Tanker Shuttle Drill
August 2000

You can move a lot of water if you use a few "tricks of the trade" with a tanker shuttle.

The Water Supply Triangle asks three questions:
  1. How much water do you need to put out the fire?
  2. Where will you get that water?
  3. How will you get that water to the scene?
To answer these questions we need to preplan in our communities. Figure out fire flow for what might burn in our response districts and then decide where the water will come from. We also need to train constantly. If we know we need a certain ammount of water from a certain source, we should be practicing so that we are proficient and effiecient when that knowledge needs to be placed into service.

On a Saturday morning in August, firefighters from Petersham, Phillipston, Barre, and Orange met to practice those very things. In 90 minutes tme we had flowed over 70,000 gallons of water.
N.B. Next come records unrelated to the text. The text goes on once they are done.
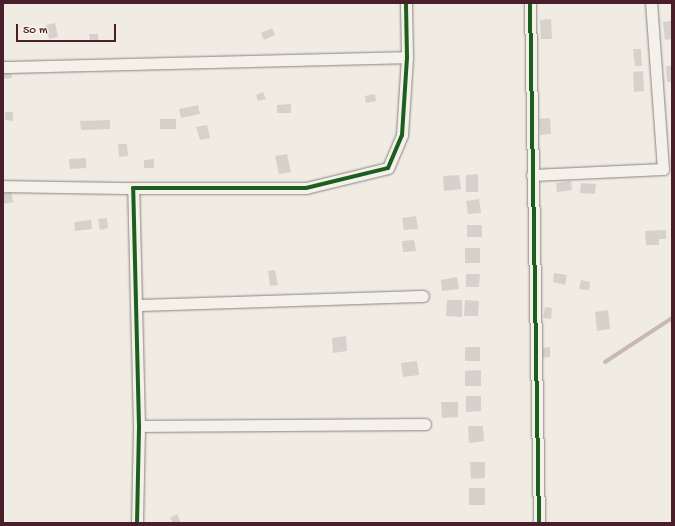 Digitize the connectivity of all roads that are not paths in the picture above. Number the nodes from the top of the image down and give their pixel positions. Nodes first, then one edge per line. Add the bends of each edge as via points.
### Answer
1 (406, 3) edge
2 (530, 3) edge
3 (650, 3) edge
4 (407, 57) junction
5 (3, 67) edge
6 (532, 175) junction
7 (3, 186) edge
8 (133, 188) junction
9 (423, 296) dead end
10 (136, 305) junction
11 (425, 424) dead end
12 (139, 426) junction
13 (137, 523) edge
14 (539, 523) edge

1 - 4 street
2 - 6 street
3 - 6 street via 663,169
4 - 5 street
4 - 8 street via 402,135 388,168 306,188
6 - 14 street
7 - 8 street
8 - 10 street
9 - 10 street
10 - 12 street
11 - 12 street
12 - 13 street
The water source was two miles away and the water was moved by five tankers ranging in size from 1,200 gallons to 3,000 gallons maintaing over 700 GPM for the duration of the drill.


Thought #1:

Build 'em big -- and call a lot of them!

If you want to maintain a constant water supply incorporate tankers of 2,000 gallons or more into your mutual aid running card. You will need 4, 5, 6, 7 tankers on the road to provide 500 GPM and more if there is any distance tbetween the fire and the static water supply.

Thought #2:

Be able to accomodate multiple tankers at the fill site and the dump site.

Tankers should never have to wait at either spot (loading or unloading). If the tankers are not "on the road" they are not efficient.

Thought #3:

The pump of largest capacity should be at the static water source filling tankers. By feeding a distribution valve with large diameter hose, a large capacity pump (1500 GPM) can fill multiple tankers.

Thought #4:

Multiple dump tanks should be set up at the "dump" site. This is so a reserve of water can be established as well as mulitple tankers being able to drop their water at the same time. A siphone can be set up between the primary and auxiliary bags so water can be transferred between bags.

Thought #5:

Always have at least one pumper in reserve. If you look around and see that every piece of equipment you have called has been committed, it is time to call for more help. Chances are, whenever you are moving water for any period of time, some piece of apparatus is going to break. (At this drill we had two. One took 20 minutes to put back in service and the other took 2-1/2 hours.) Wouldn't it be nice to have a manned pumper ready to put into service when that other pumper fails?

Thought number 6:

Personnel, Personnel, Personnel!

Tanker shuttles are manpower intensive. An operation needing 500 gallons per minute or more will require 15 to 18 people committed to the water supply function alone with a tanker shuttle. This does not include the suppression people fighting the fire!